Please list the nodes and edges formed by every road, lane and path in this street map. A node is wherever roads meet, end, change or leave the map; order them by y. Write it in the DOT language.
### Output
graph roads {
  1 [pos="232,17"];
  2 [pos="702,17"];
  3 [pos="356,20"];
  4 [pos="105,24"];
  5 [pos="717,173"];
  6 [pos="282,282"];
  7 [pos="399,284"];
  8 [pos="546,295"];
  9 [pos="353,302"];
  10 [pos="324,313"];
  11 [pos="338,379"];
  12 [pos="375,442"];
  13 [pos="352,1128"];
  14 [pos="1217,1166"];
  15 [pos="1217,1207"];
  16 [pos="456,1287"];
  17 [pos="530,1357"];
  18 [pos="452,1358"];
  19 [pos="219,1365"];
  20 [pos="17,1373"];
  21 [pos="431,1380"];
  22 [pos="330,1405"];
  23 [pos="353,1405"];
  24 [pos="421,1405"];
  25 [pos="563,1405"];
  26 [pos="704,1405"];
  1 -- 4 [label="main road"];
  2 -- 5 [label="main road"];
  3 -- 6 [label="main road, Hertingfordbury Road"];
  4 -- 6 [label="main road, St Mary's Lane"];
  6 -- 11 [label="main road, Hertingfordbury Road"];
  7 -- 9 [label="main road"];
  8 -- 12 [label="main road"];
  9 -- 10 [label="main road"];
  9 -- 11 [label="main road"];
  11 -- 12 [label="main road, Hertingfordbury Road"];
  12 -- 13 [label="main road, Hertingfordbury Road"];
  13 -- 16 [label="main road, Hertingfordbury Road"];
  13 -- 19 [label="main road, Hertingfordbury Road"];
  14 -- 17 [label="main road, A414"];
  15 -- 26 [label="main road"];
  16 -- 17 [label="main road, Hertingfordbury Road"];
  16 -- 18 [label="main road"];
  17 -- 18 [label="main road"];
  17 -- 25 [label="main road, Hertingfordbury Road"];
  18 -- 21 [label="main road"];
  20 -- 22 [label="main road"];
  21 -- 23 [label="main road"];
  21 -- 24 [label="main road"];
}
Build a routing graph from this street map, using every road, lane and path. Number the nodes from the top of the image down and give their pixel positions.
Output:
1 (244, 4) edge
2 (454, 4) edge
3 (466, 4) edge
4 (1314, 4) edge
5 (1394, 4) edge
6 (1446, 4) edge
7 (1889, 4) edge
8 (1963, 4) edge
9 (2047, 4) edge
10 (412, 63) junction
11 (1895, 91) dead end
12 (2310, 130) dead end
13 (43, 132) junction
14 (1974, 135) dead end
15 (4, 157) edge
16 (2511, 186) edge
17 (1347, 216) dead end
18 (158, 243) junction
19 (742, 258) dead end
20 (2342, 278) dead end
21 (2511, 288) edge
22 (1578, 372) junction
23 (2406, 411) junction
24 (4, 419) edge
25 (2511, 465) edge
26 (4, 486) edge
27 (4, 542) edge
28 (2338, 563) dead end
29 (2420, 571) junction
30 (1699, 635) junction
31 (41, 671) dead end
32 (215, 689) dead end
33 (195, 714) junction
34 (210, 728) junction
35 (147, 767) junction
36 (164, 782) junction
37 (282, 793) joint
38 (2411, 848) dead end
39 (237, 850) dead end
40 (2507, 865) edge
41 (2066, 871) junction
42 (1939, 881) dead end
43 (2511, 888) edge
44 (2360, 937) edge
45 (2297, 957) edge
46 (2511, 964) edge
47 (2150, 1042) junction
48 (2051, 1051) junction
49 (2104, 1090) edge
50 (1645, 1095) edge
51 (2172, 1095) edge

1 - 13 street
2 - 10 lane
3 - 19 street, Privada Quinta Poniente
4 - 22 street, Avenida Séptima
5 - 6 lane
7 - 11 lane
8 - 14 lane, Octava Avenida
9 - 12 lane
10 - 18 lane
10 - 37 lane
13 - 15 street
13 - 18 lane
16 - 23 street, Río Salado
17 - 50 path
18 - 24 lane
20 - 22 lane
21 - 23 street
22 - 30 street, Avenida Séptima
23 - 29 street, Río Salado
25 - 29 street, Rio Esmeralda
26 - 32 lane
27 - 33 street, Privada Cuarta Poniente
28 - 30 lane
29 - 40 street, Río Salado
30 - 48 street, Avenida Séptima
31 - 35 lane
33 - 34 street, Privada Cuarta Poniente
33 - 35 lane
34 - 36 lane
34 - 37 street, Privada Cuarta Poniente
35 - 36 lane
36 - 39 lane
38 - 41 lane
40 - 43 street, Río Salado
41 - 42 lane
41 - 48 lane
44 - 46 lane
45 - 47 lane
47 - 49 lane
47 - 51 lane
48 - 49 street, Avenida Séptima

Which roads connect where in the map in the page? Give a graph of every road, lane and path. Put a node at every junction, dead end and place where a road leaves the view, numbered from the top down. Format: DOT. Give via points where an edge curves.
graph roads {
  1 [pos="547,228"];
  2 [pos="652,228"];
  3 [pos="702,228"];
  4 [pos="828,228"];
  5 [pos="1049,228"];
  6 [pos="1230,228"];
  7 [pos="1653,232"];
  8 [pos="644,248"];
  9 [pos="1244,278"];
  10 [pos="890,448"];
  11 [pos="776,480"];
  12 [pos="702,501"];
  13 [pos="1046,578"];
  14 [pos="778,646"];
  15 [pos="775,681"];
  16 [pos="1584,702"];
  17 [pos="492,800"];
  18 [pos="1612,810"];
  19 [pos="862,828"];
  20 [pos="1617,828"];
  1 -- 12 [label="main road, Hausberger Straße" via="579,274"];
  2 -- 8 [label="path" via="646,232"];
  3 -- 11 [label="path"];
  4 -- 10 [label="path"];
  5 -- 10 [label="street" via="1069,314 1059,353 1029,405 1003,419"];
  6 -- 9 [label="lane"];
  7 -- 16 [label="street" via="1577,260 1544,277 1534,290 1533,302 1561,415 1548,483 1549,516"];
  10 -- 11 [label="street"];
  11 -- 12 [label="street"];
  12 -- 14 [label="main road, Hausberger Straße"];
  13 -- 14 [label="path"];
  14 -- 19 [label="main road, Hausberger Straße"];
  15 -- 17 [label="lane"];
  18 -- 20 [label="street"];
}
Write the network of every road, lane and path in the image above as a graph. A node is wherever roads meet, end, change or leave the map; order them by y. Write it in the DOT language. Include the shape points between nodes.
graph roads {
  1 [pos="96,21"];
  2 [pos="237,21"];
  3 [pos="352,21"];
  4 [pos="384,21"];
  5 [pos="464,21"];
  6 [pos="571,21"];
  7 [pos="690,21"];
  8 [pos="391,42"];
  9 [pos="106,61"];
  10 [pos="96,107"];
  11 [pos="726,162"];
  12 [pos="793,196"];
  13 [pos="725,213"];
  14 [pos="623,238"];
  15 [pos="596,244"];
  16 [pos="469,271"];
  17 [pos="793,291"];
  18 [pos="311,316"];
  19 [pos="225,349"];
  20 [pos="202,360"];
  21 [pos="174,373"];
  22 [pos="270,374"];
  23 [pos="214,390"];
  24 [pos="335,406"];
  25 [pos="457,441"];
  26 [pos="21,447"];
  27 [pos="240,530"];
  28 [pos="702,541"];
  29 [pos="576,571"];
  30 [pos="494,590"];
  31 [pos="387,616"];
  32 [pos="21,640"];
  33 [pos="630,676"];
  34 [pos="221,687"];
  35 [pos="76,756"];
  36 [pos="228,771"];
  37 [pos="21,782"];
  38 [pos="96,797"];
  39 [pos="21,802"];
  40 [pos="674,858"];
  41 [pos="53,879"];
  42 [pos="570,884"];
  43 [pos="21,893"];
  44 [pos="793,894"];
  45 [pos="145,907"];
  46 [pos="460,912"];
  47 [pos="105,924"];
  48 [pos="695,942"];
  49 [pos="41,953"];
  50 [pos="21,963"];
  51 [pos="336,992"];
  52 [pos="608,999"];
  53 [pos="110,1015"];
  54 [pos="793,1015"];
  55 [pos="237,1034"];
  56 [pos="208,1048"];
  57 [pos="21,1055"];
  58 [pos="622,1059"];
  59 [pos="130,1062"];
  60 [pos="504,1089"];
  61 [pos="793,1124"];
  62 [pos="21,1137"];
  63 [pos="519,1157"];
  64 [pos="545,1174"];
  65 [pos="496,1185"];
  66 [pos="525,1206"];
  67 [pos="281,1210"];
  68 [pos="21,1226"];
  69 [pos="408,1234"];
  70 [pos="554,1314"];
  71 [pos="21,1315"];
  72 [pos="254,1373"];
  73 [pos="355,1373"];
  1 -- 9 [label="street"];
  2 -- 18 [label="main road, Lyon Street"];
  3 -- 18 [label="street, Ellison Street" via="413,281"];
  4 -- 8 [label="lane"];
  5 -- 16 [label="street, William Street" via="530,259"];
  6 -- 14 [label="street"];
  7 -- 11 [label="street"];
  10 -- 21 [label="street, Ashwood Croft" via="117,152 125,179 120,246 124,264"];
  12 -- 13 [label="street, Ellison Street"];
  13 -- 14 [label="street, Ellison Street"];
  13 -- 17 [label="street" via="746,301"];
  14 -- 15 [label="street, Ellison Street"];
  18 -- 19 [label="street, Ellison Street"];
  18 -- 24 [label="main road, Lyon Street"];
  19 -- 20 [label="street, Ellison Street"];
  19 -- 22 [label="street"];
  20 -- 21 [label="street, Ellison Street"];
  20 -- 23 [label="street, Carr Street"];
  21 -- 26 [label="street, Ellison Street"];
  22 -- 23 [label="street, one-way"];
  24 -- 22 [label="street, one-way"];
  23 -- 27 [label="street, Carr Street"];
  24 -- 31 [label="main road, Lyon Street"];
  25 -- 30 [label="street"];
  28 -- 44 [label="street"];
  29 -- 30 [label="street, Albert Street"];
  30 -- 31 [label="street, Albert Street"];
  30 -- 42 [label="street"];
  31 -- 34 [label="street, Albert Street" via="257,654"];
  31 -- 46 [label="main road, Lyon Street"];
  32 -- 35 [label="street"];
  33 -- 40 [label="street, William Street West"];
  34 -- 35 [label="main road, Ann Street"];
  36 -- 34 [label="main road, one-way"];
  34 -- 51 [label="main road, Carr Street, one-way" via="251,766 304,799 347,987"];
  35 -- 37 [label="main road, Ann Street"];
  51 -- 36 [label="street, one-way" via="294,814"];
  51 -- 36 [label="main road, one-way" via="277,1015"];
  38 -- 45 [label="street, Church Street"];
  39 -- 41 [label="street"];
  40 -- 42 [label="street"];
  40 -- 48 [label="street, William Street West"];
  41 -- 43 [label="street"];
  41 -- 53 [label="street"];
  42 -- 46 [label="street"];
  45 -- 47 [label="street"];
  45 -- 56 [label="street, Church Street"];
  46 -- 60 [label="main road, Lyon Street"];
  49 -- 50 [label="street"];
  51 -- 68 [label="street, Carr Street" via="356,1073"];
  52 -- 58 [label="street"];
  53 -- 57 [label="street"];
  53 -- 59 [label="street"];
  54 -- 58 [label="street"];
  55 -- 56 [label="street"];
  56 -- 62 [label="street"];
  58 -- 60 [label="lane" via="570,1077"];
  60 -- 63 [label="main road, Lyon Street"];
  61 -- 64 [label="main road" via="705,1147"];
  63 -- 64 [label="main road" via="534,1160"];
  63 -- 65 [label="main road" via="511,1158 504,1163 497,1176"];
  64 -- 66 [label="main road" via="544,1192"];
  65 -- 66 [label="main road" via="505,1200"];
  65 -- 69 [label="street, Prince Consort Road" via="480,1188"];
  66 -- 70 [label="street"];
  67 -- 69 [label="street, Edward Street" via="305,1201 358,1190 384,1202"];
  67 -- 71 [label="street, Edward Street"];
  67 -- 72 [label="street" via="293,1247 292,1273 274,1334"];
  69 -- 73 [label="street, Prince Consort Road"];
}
● ● ● ● ●
*TASK PROMPT*
Look through the records and copy down every line that holds "Poniente".

*TASK OUTPUT*
3 - 19 street, Privada Quinta Poniente
27 - 33 street, Privada Cuarta Poniente
33 - 34 street, Privada Cuarta Poniente
34 - 37 street, Privada Cuarta Poniente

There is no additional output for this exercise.